Теперешнее зло и минувшее, разве у него не одно и то же выражение на черной мохнатой морде? Полной свободой в России пользуются бандиты и власти — то же, что и раньше. Для рядового человека — это недозволенная роскошь. ГУЛАГ или киллер в подъезде или КАМАЗ с гексогеном, припаркованный рядышком с твоим панельным домом“.
— Ох, блин!..
Бомж Илья Леонидович зажмурился и выглянул из трансформаторной будки. И не смог выйти — рядом, за дверью — стоял КАМАЗ. Под ним спал шофер Винников.
И выходила страшная картина — о судьбе страны в тот вечер думал один только бомж — Илья Леонидович Брежнев.
Ох, недаром говорят астрологи про номинальную похожесть людей с зеркальными знаками Зодиака, именами, фамилиями и даже волосами.
Все рыжие Тани имеют мужей-алкоголиков, а уж Клеопатры любят мужчин вплоть до 80 лет.
— Ой, фигня это все! — сказал вслух и подумал то же самое Илья Леонидович напоследок о России и уснул.

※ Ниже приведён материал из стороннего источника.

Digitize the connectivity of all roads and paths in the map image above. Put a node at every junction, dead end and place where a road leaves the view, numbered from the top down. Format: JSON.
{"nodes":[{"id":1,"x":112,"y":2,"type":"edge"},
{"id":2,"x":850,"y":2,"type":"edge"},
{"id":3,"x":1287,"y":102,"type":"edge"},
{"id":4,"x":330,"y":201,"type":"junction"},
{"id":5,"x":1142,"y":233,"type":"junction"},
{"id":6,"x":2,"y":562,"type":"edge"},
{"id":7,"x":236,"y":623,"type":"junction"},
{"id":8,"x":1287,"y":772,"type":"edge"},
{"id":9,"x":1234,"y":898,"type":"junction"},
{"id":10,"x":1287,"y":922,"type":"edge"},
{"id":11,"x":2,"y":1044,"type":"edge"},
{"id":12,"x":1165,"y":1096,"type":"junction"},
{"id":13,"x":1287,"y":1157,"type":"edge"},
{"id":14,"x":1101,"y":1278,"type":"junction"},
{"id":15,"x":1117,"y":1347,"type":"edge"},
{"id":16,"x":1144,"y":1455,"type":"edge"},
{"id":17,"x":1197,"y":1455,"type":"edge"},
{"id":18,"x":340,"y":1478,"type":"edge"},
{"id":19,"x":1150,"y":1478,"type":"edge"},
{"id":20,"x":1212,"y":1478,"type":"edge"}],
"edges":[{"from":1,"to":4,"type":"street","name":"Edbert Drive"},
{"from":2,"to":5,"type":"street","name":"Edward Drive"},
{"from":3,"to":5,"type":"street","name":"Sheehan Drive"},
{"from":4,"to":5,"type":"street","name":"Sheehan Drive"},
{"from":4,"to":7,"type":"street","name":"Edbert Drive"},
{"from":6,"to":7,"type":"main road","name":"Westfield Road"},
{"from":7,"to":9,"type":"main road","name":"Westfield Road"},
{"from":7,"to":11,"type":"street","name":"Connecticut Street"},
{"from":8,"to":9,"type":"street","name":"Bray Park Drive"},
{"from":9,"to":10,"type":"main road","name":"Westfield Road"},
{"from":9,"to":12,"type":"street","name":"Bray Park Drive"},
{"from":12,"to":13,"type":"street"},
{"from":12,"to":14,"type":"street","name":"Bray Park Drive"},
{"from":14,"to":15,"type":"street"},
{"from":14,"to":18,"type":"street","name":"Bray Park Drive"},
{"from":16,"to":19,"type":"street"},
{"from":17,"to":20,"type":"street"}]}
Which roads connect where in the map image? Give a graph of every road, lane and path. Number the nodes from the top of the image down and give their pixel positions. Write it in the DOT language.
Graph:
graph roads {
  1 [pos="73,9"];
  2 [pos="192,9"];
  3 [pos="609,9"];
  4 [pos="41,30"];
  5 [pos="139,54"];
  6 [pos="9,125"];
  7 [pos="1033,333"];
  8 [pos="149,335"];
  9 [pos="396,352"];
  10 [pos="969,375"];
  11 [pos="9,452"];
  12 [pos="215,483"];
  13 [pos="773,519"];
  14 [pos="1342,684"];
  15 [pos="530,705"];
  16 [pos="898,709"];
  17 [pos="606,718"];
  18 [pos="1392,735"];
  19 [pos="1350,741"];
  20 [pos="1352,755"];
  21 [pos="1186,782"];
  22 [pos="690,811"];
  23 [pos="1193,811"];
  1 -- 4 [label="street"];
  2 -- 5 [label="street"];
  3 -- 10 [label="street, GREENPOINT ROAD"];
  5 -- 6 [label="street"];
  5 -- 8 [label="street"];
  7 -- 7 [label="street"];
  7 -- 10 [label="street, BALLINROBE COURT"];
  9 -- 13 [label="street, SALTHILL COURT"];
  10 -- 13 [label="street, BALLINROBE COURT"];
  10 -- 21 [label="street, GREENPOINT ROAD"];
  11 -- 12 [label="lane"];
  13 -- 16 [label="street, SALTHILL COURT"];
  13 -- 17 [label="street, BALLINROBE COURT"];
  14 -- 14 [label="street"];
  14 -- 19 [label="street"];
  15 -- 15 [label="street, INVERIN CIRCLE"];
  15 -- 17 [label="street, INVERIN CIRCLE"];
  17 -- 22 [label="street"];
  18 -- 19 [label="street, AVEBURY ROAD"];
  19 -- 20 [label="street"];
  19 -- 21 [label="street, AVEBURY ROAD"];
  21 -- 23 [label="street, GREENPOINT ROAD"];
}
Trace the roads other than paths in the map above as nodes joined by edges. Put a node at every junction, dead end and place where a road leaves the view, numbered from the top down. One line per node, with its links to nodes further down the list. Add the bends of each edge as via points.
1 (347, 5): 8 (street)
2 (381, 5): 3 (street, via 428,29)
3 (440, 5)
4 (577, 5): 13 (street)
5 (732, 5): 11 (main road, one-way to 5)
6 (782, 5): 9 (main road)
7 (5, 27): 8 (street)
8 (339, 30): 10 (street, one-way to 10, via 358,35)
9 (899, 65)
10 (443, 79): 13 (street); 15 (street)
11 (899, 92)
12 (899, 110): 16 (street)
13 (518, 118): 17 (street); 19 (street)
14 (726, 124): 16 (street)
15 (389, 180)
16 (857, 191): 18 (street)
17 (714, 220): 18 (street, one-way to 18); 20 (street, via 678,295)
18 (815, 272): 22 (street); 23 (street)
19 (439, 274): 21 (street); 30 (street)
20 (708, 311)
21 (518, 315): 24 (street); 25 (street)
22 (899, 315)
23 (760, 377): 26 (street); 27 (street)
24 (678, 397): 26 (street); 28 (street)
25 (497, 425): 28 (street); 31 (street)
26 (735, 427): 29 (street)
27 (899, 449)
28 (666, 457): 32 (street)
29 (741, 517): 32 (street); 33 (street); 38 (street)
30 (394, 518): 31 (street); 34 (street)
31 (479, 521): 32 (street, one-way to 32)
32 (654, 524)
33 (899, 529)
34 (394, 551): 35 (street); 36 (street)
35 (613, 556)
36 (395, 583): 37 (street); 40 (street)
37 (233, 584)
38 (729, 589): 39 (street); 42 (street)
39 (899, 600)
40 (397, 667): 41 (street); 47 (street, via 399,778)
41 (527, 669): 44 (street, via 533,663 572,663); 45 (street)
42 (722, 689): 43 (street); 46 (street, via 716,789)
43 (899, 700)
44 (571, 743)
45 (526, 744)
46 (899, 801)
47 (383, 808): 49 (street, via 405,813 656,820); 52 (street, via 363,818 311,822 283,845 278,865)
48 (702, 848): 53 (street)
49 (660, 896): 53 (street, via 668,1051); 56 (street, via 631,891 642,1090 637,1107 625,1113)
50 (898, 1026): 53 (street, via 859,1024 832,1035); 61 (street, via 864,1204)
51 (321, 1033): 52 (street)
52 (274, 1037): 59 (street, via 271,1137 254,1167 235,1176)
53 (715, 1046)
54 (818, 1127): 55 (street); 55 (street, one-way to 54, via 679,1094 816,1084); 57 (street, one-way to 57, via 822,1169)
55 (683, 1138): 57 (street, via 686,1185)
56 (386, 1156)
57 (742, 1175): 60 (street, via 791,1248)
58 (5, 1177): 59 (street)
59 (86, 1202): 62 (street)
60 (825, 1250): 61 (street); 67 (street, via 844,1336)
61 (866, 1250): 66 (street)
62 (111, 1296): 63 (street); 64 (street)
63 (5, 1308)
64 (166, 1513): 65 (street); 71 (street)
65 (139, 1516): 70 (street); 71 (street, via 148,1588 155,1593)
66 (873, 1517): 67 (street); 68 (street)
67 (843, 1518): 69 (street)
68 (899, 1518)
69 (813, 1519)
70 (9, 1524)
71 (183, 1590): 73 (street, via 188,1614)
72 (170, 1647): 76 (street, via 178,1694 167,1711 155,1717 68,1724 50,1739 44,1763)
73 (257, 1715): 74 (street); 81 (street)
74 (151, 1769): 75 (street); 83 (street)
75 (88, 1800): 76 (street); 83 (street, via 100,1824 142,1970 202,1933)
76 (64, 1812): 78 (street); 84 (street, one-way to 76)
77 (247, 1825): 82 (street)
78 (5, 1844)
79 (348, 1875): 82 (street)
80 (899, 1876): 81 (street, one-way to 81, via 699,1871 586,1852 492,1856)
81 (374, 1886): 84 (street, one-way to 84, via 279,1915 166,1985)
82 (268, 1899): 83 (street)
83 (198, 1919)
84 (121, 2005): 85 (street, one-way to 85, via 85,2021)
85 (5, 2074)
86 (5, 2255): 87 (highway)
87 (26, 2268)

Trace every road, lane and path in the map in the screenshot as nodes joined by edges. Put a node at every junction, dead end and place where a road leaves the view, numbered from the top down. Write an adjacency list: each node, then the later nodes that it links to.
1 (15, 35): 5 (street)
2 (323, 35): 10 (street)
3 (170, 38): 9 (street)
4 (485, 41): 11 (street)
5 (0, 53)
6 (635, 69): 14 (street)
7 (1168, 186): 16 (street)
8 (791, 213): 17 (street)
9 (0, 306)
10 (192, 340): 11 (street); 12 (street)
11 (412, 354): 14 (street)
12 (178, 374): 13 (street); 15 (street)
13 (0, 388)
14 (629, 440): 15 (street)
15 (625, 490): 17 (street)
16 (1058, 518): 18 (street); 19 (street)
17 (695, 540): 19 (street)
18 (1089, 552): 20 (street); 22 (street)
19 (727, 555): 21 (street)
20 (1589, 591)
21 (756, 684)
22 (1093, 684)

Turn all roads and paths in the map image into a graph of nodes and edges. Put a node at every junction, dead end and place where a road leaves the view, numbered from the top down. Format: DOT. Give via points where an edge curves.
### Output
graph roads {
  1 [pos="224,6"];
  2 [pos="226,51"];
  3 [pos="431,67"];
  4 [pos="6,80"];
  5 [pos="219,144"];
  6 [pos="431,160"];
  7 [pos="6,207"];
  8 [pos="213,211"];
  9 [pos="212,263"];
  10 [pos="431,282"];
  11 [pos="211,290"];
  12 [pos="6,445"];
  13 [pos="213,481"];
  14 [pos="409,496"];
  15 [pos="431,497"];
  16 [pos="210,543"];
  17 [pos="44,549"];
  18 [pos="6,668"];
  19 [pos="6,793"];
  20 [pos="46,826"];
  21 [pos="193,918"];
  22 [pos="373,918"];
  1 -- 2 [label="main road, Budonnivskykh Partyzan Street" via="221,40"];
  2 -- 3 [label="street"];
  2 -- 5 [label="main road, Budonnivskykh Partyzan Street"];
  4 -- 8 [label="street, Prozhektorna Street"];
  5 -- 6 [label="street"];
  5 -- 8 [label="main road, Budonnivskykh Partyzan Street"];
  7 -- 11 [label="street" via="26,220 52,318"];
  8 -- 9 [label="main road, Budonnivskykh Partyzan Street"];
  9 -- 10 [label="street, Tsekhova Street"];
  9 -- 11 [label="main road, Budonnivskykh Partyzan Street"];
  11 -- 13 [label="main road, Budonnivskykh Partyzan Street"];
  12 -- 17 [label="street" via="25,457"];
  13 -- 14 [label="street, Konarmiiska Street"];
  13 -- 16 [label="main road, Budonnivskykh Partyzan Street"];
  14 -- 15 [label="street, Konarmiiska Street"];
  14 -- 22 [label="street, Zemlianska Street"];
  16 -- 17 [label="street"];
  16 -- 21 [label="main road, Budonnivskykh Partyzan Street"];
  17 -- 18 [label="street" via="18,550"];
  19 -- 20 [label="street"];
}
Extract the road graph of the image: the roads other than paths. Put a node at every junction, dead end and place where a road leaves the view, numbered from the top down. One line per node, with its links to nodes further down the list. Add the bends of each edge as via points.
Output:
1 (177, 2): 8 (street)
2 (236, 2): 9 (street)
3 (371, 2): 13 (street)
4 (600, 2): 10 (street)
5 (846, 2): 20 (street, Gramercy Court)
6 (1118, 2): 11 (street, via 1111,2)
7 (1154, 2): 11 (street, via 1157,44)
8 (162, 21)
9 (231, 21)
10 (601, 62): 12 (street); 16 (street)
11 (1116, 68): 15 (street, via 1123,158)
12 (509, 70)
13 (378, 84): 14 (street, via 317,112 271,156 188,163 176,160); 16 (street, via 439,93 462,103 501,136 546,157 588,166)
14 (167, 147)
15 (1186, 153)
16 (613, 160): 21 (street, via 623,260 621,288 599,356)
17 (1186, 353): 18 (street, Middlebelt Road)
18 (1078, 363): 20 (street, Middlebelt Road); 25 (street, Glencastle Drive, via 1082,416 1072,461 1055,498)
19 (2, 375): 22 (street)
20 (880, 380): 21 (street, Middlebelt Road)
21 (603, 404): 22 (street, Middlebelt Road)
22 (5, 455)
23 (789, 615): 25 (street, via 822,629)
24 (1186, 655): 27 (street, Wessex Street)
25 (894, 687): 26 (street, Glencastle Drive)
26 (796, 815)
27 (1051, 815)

На земле шел дождь, Америка властвовала, Россия бедствовала, какие же сволочиии…
— А Майкл Джексон — простой украинский мальчик, и мамка у него молдаванка! — к чему-то сказал во сне Илья Леонидович и, поджав ноги к набитому животику, заснул в положении эмбриона (до лучших времен).